Examples of alternatives to trademarked names:

* "Velcro" -> "hook and loop"

* "Kleenex" -> "tissue paper"

* "Dumpster" -> "garbage bin"

* "Frisbee" -> "flying disc"


Wait, dumpster is trademarked? I've never heard of this before, but according to [0] it is definitely a generic trademark. Although this may be a great example of why VELCRO(R) is fighting a losing battle. At this point, it may be too late to change the average consumer's habits, as VELCRO(R) is in almost the same situation. Perhaps if they had started this campaign when the patent expired and generic alternatives appeared, but it's probably too little, too late at this point.

[0] https://en.wikipedia.org/wiki/Dumpster


Sure. Famous inventor, George Roby Dempster. The Dempster Dumpmaster was the truck built to go with the Dempster Dumpster, using a hydraulic fork system that picks up the Dumpster and empties it into the truck. Dempster invented that, and sold garbage trucks and compatible containers. Once the patents expired, it's was a de-facto standard.

A "dumpster" is thus historically a container that can be emptied by a standard front fork loading garbage truck. Long containers that are towed onto a tilt-bed truck are something else, usually debris boxes. But they now tend to be called "roll-on dumpsters".


> Long containers that are towed onto a tilt-bed truck are something else, usually debris boxes. But they now tend to be called "roll-on dumpsters".

Isn't that also called a skip?
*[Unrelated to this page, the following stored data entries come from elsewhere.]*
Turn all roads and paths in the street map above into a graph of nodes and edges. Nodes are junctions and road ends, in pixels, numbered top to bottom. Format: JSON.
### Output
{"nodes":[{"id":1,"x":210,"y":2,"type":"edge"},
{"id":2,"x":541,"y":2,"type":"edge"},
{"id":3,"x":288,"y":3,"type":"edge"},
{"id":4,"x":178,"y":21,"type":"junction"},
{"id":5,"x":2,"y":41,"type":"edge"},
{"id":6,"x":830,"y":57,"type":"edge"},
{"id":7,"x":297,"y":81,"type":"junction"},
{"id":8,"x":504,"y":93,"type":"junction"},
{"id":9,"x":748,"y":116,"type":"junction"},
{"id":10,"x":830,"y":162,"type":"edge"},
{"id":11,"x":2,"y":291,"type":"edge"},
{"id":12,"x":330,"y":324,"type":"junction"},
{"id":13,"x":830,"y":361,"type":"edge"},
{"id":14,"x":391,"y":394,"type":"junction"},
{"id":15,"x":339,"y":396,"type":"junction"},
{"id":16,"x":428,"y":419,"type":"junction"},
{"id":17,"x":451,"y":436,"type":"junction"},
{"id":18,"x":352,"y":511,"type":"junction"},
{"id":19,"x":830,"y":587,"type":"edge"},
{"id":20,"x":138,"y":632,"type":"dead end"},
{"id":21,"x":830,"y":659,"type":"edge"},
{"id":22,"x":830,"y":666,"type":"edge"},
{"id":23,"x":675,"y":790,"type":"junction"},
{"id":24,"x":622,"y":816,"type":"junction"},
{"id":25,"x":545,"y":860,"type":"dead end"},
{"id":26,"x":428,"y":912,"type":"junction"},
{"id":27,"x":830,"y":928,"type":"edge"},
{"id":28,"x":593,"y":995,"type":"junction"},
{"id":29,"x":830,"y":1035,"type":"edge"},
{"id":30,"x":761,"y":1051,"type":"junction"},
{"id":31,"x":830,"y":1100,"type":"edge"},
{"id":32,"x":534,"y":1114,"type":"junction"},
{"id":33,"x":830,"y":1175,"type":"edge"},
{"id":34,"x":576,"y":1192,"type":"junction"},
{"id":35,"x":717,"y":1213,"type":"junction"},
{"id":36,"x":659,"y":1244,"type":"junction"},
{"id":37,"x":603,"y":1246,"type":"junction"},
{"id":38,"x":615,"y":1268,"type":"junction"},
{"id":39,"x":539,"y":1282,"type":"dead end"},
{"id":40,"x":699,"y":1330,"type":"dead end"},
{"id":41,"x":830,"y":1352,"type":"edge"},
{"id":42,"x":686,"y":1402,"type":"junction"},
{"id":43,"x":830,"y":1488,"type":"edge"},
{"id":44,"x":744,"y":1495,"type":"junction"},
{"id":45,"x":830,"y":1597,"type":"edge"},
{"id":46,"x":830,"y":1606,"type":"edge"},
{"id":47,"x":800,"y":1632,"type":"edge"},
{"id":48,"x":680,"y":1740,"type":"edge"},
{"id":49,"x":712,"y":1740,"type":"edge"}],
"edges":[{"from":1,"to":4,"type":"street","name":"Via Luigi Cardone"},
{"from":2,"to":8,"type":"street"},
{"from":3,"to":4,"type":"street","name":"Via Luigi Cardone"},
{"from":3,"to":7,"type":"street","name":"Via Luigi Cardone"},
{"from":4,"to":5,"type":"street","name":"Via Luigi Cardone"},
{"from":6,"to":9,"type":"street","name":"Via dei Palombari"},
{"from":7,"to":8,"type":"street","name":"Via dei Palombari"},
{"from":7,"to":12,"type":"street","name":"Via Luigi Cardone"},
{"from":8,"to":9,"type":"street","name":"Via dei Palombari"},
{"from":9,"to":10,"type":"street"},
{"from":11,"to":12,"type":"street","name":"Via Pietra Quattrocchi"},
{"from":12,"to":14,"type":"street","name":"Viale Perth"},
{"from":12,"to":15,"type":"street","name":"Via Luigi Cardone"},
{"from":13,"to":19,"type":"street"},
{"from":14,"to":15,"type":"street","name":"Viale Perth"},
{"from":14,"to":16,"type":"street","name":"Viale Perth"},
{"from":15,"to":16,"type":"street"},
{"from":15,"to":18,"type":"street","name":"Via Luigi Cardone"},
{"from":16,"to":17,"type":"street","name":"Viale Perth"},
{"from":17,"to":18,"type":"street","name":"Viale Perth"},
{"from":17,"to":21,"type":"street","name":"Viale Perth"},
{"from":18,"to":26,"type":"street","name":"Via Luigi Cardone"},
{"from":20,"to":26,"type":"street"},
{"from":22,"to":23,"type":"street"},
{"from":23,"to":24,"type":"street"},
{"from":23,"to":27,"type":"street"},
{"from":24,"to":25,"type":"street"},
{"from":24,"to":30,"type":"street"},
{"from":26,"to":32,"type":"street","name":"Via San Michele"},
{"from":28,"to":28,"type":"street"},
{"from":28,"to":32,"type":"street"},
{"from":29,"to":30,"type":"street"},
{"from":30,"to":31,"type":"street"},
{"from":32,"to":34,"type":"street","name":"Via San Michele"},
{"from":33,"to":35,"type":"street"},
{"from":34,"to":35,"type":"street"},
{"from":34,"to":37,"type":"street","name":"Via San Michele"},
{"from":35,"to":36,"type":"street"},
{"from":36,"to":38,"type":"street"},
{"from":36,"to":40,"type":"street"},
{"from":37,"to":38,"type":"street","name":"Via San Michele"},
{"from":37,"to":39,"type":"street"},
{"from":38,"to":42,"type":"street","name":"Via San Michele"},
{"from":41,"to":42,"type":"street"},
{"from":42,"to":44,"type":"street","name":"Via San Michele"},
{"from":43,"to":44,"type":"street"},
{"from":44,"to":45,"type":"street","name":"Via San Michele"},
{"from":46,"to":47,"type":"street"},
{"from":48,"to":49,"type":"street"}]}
The wiki page for trash skips says that the term is more of a British/Australian/New Zealand english thing[1], but I've definitely heard people call them skips in the US.

[1] https://en.wikipedia.org/wiki/Skip_(container)


IMO all of these are too generic and should loose trademark status (without a specific additional context phrase such as X BRAND indicating it's actually the brand and not the type of product).


I never knew "Dumpster" was one. Actually makes a lot of sense when I think about it. Thanks!


But do you endorse a company's right to meet their legal obligations to protect their brand?